Having had starlink before, yes. I needed a direct line of sight to the sky to receive service.
This service uses a different radio link using LTE. That’s why you don’t need the dish. They had to launch new satellites with the extra radio gear. So your past experience is not necessarily representative.
Lte antennas of almost arbitrary length exist
Interesting idea. I can build this and open source it. I imagine there is equivalent hardware over LTE already?
$25-$40 is insane. Spypoint offers 250 pics for free a month and 1000 for $6 a month. As long as you can connect to a cell tower (1 bar is enough). That probably covers 80 % of hunt properties.
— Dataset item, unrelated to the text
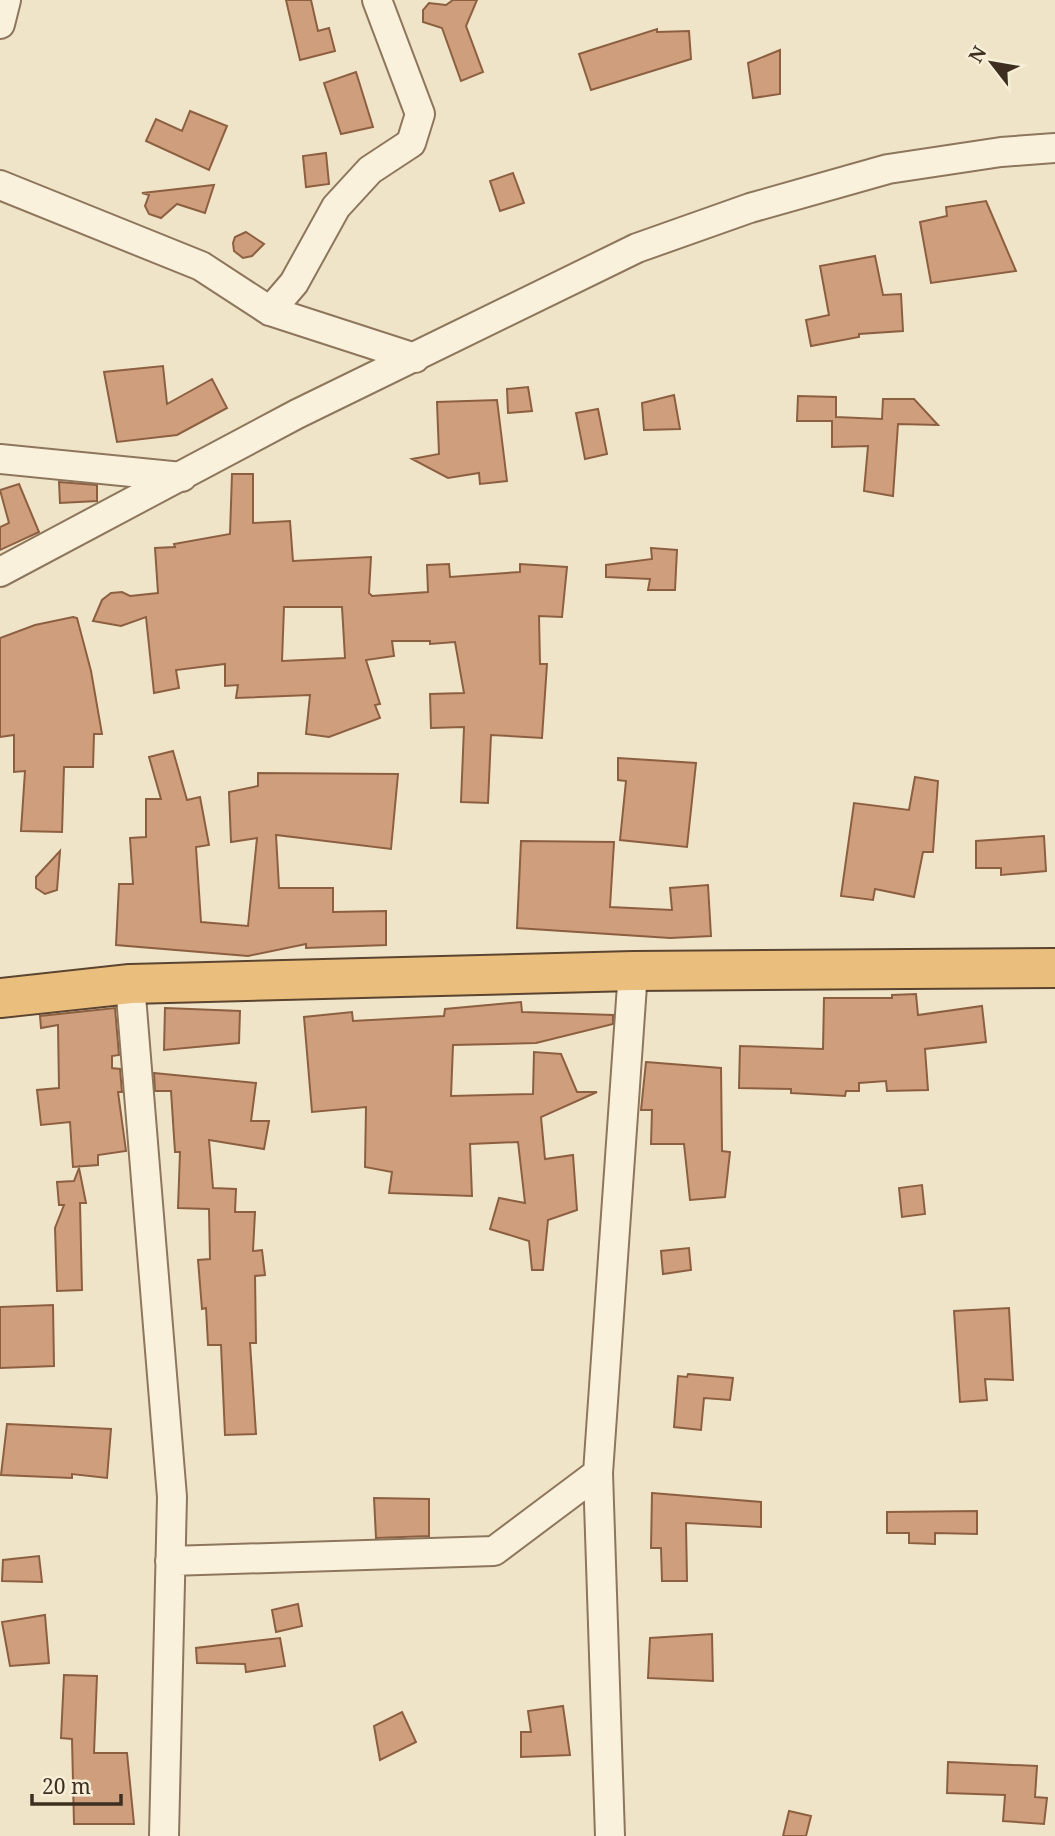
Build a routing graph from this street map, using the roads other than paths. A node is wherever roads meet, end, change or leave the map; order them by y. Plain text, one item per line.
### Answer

https://www.spypoint.com/en/spypoint-experience/plans

At least in the Western United States, most hunting is done on publicly owned land, and there's enormous swaths of public land with absolutely zero cell phone coverage.
In Finland, i get 5Mbps LTE uplink for EUR 4 per month, for a trailcam, with unlimited use (at least in principle). So $20 per month sounds expensive, but obviously there are places where one has no earthly LTE and then it could be justified.

In general, having low-bandwidth Starlink IoT connections globally accessible would be just great, I can see lots of usage.

Finland is fairly flat and has _excellent_ LTE coverage. Being in Norway myself, which isn't flat, but still has fantastic LTE coverage for political reasons, I do often find myself thinking like you, and need to be reminded of how abysmal coverage is in rural North America (and even in for example rural Germany).
Current US mobile coverage and prices are like europe in 2002
This could also be a hardware startup. If only there were some entrepreneur types around...

Presumably there's a market for this in other niches, e.g. weather monitoring, defense/border monitoring, etc... The question is whether the juice is worth the squeeze. Where's the really valuable data?

I recall not too long ago a startup advertising exactly this idea for farms. It was some box with various sensors (and output lines) that you could configure to do a multitude of tasks
As long as it doesn't need near-real-time viewing (or if it does, said viewing can be billed for as a separate per-user fee), it wouldn't cost anything extra to SpaceX in the sense that those cameras could use free capacity, only transmitting when nothing else is.
Surf cam would be amazing too. Just tie a solar, starlink cam to a pier and check in.
I see a lot of surf cams online, are those usually custom hardware?
Ten years ago I installed one cam for Surfline and at that time it's was an off-the-shelf but expensive outdoor camera (stock firmware) connected to a locally-based broadband.
The only one in my area wants a subscription fee :-(

I guess they need to contract with businesses or parks? It would be cool to buy a cheap one and just tie it to a tree or something.

Off grid cabins could use this too.
Nah, those should use a proper Starlink dish.

Direct to cell bandwidth is obviously very limited.

A proper starlink dish requires real power, which isn’t reliable in an off grid situation.

You need very little bandwidth because there is typically not a lot happening at a remote cabin.